Despite the number of successful vaccines created for COVID-19, and almost two years after the start of the pandemic, people are still leading a compromised quality of life because of lockdowns, complicated travel restrictions, limited access to healthcare, etc.
Vaccines and mass vaccination programmes have contributed to the eradication of certain diseases in wealthy countries. Today, many infectious diseases from the past are rare and almost forgotten. Childhood immunizations have helped eradicate smallpox and nearly eradicated diphtheria, Haemophilus influenza type B meningitis, measles, mumps, poliomyelitis, rubella, and tetanus. In the developing world, the lack of vaccines still causes children to die, while in developed countries, we have the vaccines but there is growing hesitancy to take them. This resistance is putting at risk the gains achieved after decades of hard work by the medical community, researchers and governments.
Vaccination hurdles
Modern countries do not worry much about illnesses such as tuberculosis or measles, as these diseases have been largely under control for decades and people do not hear about them often. Developed countries do know about other viral diseases, such as Ebola, but these are happening far away, and most people cannot imagine how they could be hurt by this. Here is why many people have started to become reluctant today to vaccinate – exaggerated concerns about risk and a large group of people who are overlooking the benefits of vaccination and giving too much weight to possible safety issues.
Besides hesitancy in the population, vaccination programmes face hurdles from the lack of profitability. Vaccines are not big money makers for big corporations, compared to other types of popular medicines. Corporations usually sell vaccines at low volumes and for low profit. Vaccines generally are needed only once in a lifetime, or sometimes once a year. This is different from medicines for chronic illnesses such as heart disease, which can require daily uses of pills for long periods.
Despite the threat that transmissible diseases pose to public health, the development of new vaccines has been delayed in the last few years by a shortage of investment for the developers and manufacturers involved in research and production. High development costs, low returns on investments, all the business challenges involved in the development and production of vaccines, have forced some biopharmaceutical companies to leave the vaccine development field.
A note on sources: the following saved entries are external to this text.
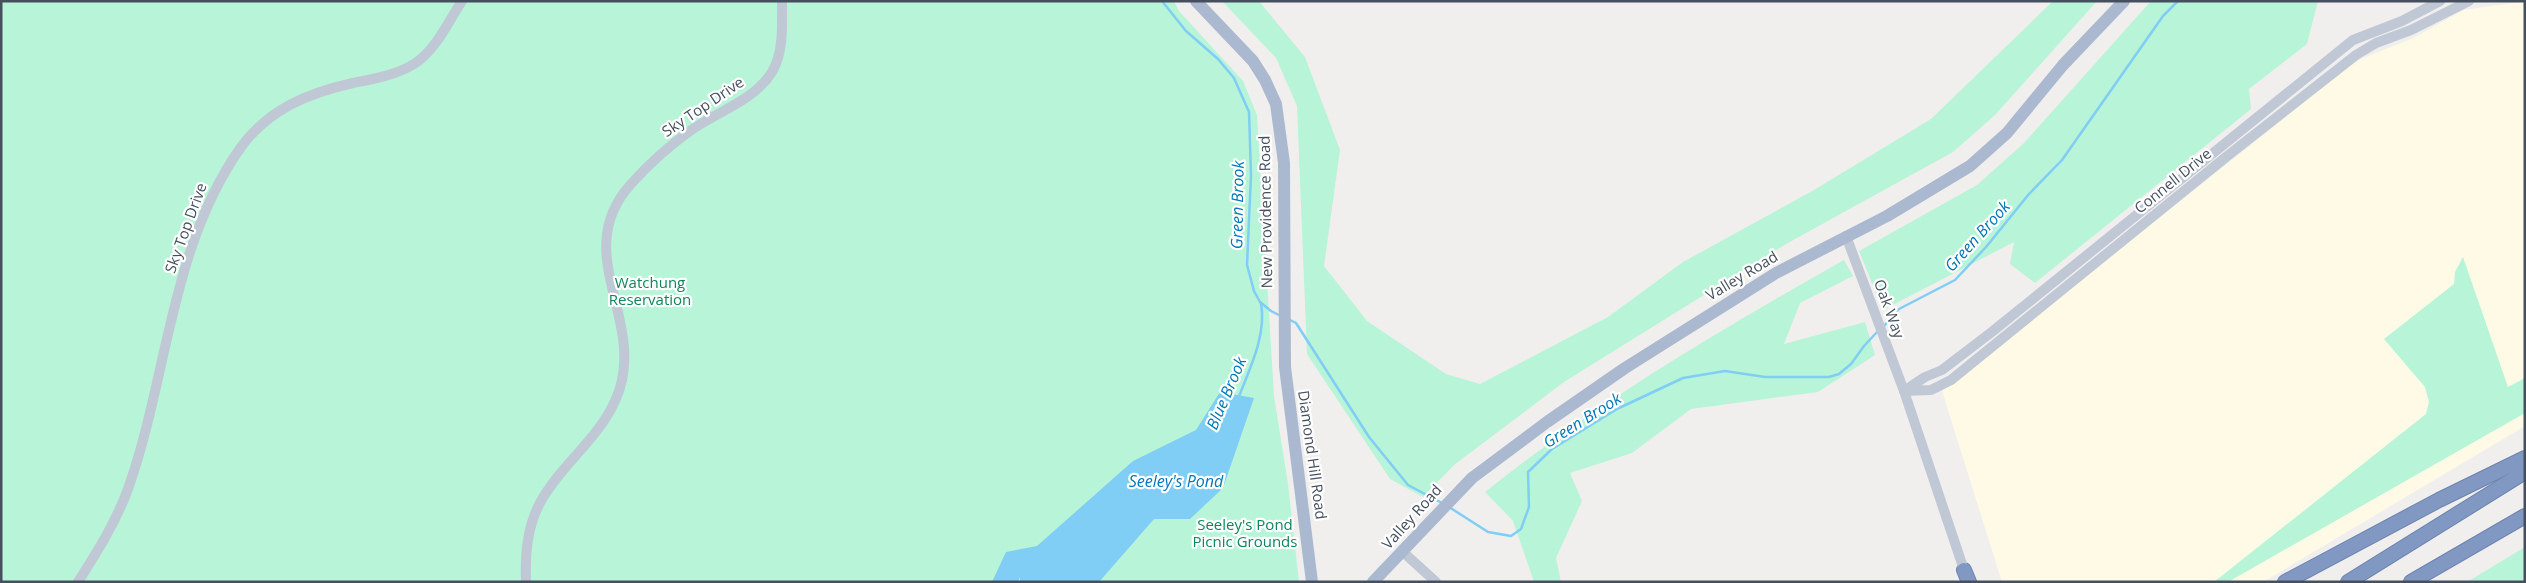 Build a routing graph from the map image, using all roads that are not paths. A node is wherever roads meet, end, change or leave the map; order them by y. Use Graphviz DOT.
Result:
graph roads {
  1 [pos="462,1"];
  2 [pos="782,1"];
  3 [pos="1196,1"];
  4 [pos="2124,1"];
  5 [pos="2440,1"];
  6 [pos="2469,1"];
  7 [pos="1846,236"];
  8 [pos="1284,332"];
  9 [pos="1904,391"];
  10 [pos="2525,458"];
  11 [pos="2525,472"];
  12 [pos="2525,516"];
  13 [pos="1403,552"];
  14 [pos="1967,576"];
  15 [pos="78,582"];
  16 [pos="526,582"];
  17 [pos="1312,582"];
  18 [pos="1373,582"];
  19 [pos="1436,582"];
  20 [pos="2286,582"];
  21 [pos="2348,582"];
  22 [pos="2411,582"];
  1 -- 15 [label="street, Sky Top Drive"];
  2 -- 16 [label="street, Sky Top Drive"];
  3 -- 8 [label="main road, New Providence Road"];
  4 -- 7 [label="main road, Valley Road"];
  5 -- 9 [label="street, Connell Drive"];
  6 -- 9 [label="street, Connell Drive"];
  7 -- 9 [label="street, Oak Way"];
  7 -- 13 [label="main road, Valley Road"];
  8 -- 17 [label="main road, Diamond Hill Road"];
  9 -- 14 [label="street"];
  10 -- 20 [label="highway"];
  11 -- 21 [label="highway"];
  12 -- 22 [label="highway"];
  13 -- 18 [label="main road, Valley Road"];
  13 -- 19 [label="street"];
}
All these problems have hurt vaccine development for many years. We should be grateful to the European Commission that support, and especially funding, came so quickly for COVID-19 vaccine development. Some of the vaccines being administered now were developed in record time.
Be bold and risky
Not every project the Bank supported during this crisis was successful, but we did not have the privilege to hope that one solution would work for everyone or the comfort to invest a lot of time choosing and supporting only the best ones. Instead, we took bold and sometimes risky decisions. We now have many vaccines that are doing a good job around the world.
We are still looking for new success stories. In October 2021, the Bank approved a €45 million loan to help the Spanish pharmaceutical company Hipra manufacture its Covid-19 vaccine. This vaccine, which is still in the trial phase, is based on the traditional “recombinant protein” technology used by several other pharmaceutical companies. Hipra’s vaccine has been modified to be more effective against the COVID-19 variants. It can also be stored in a standard refrigerator, so it could be helpful in developing countries and remote areas, where it can be hard to supply the special freezers needed for the BioNTech vaccine.
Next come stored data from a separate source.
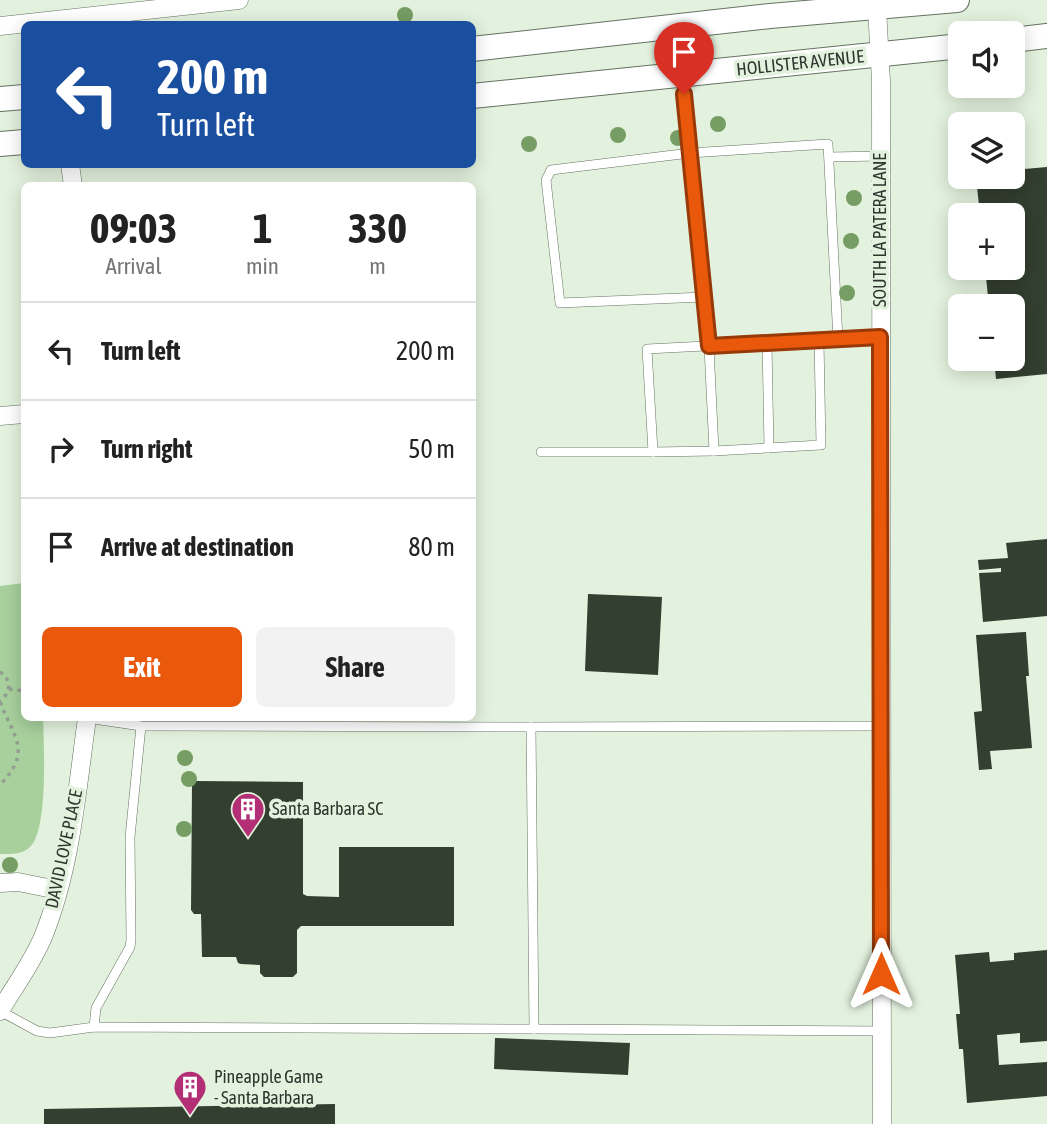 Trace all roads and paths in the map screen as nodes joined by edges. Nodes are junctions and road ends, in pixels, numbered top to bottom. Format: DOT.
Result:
graph roads {
  1 [pos="239,0"];
  2 [pos="957,0"];
  3 [pos="134,6"];
  4 [pos="877,8"];
  5 [pos="66,21"];
  6 [pos="21,25"];
  7 [pos="0,26"];
  8 [pos="1047,36"];
  9 [pos="1025,39"];
  10 [pos="948,47"];
  11 [pos="476,49"];
  12 [pos="881,54"];
  13 [pos="681,75"];
  14 [pos="476,96"];
  15 [pos="21,97"];
  16 [pos="0,99"];
  17 [pos="21,142"];
  18 [pos="0,144"];
  19 [pos="690,153"];
  20 [pos="829,156"];
  21 [pos="881,156"];
  22 [pos="704,297"];
  23 [pos="880,337"];
  24 [pos="838,340"];
  25 [pos="819,341"];
  26 [pos="767,343"];
  27 [pos="709,346"];
  28 [pos="21,415"];
  29 [pos="0,416"];
  30 [pos="769,449"];
  31 [pos="714,451"];
  32 [pos="541,452"];
  33 [pos="653,452"];
  34 [pos="0,672"];
  35 [pos="9,689"];
  36 [pos="21,691"];
  37 [pos="0,702"];
  38 [pos="87,721"];
  39 [pos="107,721"];
  40 [pos="141,726"];
  41 [pos="882,726"];
  42 [pos="531,727"];
  43 [pos="0,786"];
  44 [pos="0,883"];
  45 [pos="58,890"];
  46 [pos="0,1011"];
  47 [pos="94,1027"];
  48 [pos="534,1029"];
  49 [pos="881,1031"];
  50 [pos="882,1124"];
  1 -- 3 [label="street"];
  2 -- 4 [label="main road"];
  3 -- 5 [label="street"];
  4 -- 11 [label="main road"];
  4 -- 12 [label="street, SOUTH LA PATERA LANE"];
  6 -- 7 [label="street"];
  8 -- 9 [label="main road"];
  10 -- 12 [label="main road, HOLLISTER AVENUE"];
  12 -- 13 [label="main road, HOLLISTER AVENUE"];
  12 -- 21 [label="street, SOUTH LA PATERA LANE"];
  13 -- 14 [label="main road, HOLLISTER AVENUE"];
  13 -- 19 [label="lane"];
  15 -- 16 [label="main road"];
  17 -- 18 [label="main road"];
  19 -- 20 [label="lane"];
  19 -- 22 [label="lane"];
  19 -- 22 [label="lane"];
  20 -- 21 [label="lane"];
  20 -- 24 [label="lane"];
  21 -- 23 [label="street, SOUTH LA PATERA LANE"];
  22 -- 27 [label="lane"];
  23 -- 24 [label="lane"];
  23 -- 41 [label="street, SOUTH LA PATERA LANE"];
  24 -- 25 [label="lane"];
  25 -- 26 [label="lane"];
  25 -- 30 [label="lane"];
  26 -- 27 [label="lane"];
  26 -- 30 [label="lane"];
  27 -- 31 [label="lane"];
  27 -- 33 [label="lane"];
  28 -- 29 [label="street"];
  30 -- 31 [label="lane"];
  31 -- 33 [label="lane"];
  32 -- 33 [label="lane"];
  34 -- 35 [label="path"];
  35 -- 36 [label="path"];
  35 -- 37 [label="path"];
  37 -- 43 [label="path"];
  38 -- 45 [label="street, DAVID LOVE PLACE"];
  39 -- 40 [label="lane"];
  40 -- 42 [label="lane"];
  40 -- 47 [label="lane"];
  41 -- 42 [label="lane"];
  41 -- 49 [label="street, SOUTH LA PATERA LANE"];
  42 -- 48 [label="lane"];
  44 -- 45 [label="street"];
  45 -- 46 [label="street, DAVID LOVE PLACE"];
  46 -- 47 [label="lane"];
  47 -- 48 [label="lane"];
  48 -- 49 [label="lane"];
  49 -- 50 [label="street, SOUTH LA PATERA LANE"];
}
As we get closer to the end of the pandemic’s second year, we have several challenges – ensuring that these vaccines keep working against the variants, encouraging people to trust vaccines, and distributing the medicine to all parts of the world. Vaccination rates are low in many countries, and we do not know what new versions of the virus will emerge. As long as people get infected, and COVID-19 keeps spreading, there is a risk of new variants. If countries persuade large parts of their populations to accept vaccination, we could hope for fewer variants.
We must keep educating people about the benefits of vaccination and about vaccine safety. We must become more open to risky research, increase investment in life sciences and be prepared for health emergencies like the one caused by COVID-19.
Stockpiling for the long haul
The development of COVID-19 vaccines was the first step, but it did not mean that the global pandemic would end. Countries had a big challenge to purchase enough vaccines and distribute them. The production, distribution and access to vaccines have been happening in different ways in different parts of the world. Many low- and middle-income countries have been relying on vaccines from the COVAX initiative. A very low percentage of people in Africa are vaccinated, compared with about 60 percent in the United States and 80 percent in Spain.
A global outlook for vaccine development
Europe needs to spend more time assessing what is essential to produce and distribute vaccines, and then make tough changes to protect the continent and ensure that Europe can serve its society. We also have a responsibility to offer more assistance to less fortunate parts of the world that lack the funding, expertise or infrastructure to buy and distribute vaccines. We will always depend on the global supply chain to some extent, so we must take a global approach with vaccine development and distribution.
Regarding vaccine stockpiles, we should support producers in Europe and encourage other producers to open manufacturing sites here and around the world. We are working more closely with the European Commission, the World Health Organisation, the Coalition for Epidemic Preparedness Innovations (CEPI), and other health groups to boost vaccine production.
Stocking up on vaccines
- In June 2021, we signed a €30 million global vaccine distribution deal with the Belgian biotechnology company Univercells. The company plans to expand the production of large volumes of COVID vaccines at a new Belgian site and help build other plants worldwide to stockpile vaccines.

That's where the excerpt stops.